Data extract:
=== Section Start ===

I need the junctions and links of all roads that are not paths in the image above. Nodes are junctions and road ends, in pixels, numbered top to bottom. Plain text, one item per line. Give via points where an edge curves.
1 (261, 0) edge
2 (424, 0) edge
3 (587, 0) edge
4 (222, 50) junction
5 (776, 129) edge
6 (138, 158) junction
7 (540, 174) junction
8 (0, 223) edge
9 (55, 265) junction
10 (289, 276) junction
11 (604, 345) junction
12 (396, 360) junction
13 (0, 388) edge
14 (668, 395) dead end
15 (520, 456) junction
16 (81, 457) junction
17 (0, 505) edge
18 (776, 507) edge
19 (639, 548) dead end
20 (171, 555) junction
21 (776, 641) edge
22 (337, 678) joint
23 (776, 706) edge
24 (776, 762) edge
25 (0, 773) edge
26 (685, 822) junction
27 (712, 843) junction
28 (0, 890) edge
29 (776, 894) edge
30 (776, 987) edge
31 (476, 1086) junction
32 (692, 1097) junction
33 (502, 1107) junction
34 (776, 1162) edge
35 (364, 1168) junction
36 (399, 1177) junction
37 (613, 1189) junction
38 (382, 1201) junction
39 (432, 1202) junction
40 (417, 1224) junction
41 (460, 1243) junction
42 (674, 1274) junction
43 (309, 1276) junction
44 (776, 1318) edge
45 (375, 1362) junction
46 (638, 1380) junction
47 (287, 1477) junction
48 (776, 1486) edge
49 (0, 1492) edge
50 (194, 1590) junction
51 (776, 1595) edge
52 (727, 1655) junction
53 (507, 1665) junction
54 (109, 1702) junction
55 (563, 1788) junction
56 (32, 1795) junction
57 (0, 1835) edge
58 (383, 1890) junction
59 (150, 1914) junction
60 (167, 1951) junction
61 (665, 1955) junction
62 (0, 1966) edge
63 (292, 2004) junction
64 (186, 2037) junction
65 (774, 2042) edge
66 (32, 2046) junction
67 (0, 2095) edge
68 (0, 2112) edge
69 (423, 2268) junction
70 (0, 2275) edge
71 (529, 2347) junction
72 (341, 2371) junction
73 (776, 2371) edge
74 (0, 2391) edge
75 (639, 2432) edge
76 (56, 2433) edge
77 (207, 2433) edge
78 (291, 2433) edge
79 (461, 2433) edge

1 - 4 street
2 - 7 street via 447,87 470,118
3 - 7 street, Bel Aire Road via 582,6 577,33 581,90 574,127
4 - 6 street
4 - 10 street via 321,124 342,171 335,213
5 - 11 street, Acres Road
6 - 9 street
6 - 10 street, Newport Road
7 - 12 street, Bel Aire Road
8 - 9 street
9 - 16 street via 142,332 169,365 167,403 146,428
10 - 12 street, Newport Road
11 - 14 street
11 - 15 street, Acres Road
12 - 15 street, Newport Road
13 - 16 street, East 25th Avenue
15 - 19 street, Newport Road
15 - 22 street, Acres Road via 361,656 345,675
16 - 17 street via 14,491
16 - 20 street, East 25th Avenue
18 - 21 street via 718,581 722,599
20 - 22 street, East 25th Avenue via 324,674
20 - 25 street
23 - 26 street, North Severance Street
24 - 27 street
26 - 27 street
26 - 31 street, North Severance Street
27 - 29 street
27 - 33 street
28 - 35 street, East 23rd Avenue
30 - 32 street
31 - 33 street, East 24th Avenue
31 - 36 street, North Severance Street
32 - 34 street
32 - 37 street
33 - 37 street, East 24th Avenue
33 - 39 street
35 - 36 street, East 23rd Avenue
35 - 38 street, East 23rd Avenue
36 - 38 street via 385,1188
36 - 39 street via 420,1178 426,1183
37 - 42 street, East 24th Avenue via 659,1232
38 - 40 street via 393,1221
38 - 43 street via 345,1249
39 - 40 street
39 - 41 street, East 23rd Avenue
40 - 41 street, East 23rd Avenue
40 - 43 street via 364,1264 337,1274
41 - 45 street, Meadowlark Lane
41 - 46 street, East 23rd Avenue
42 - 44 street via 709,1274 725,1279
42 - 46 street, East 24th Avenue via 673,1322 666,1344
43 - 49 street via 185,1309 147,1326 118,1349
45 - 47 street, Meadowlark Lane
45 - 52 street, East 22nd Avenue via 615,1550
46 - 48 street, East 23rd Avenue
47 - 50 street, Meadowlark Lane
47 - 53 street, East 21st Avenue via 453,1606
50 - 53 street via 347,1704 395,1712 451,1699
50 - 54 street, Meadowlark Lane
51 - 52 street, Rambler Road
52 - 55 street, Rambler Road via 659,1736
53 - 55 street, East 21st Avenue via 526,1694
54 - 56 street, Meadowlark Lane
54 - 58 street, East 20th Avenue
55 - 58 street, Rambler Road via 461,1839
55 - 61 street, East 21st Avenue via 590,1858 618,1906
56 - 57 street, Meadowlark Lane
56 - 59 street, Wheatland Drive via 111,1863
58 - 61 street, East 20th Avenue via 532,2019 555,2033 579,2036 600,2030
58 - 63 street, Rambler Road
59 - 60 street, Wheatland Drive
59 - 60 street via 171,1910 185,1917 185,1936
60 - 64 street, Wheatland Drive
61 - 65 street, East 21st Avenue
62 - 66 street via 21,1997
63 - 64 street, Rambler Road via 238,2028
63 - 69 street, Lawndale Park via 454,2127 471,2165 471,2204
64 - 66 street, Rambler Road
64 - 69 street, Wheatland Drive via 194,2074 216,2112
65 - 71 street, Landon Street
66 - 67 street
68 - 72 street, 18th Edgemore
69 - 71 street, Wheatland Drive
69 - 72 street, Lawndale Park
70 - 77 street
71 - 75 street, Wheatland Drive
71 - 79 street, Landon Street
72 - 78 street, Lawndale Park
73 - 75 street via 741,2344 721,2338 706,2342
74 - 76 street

=== Section End ===

For each line of the material that contains "Meadowlark", return a copy.

Written answer:
41 - 45 street, Meadowlark Lane
45 - 47 street, Meadowlark Lane
47 - 50 street, Meadowlark Lane
50 - 54 street, Meadowlark Lane
54 - 56 street, Meadowlark Lane
56 - 57 street, Meadowlark Lane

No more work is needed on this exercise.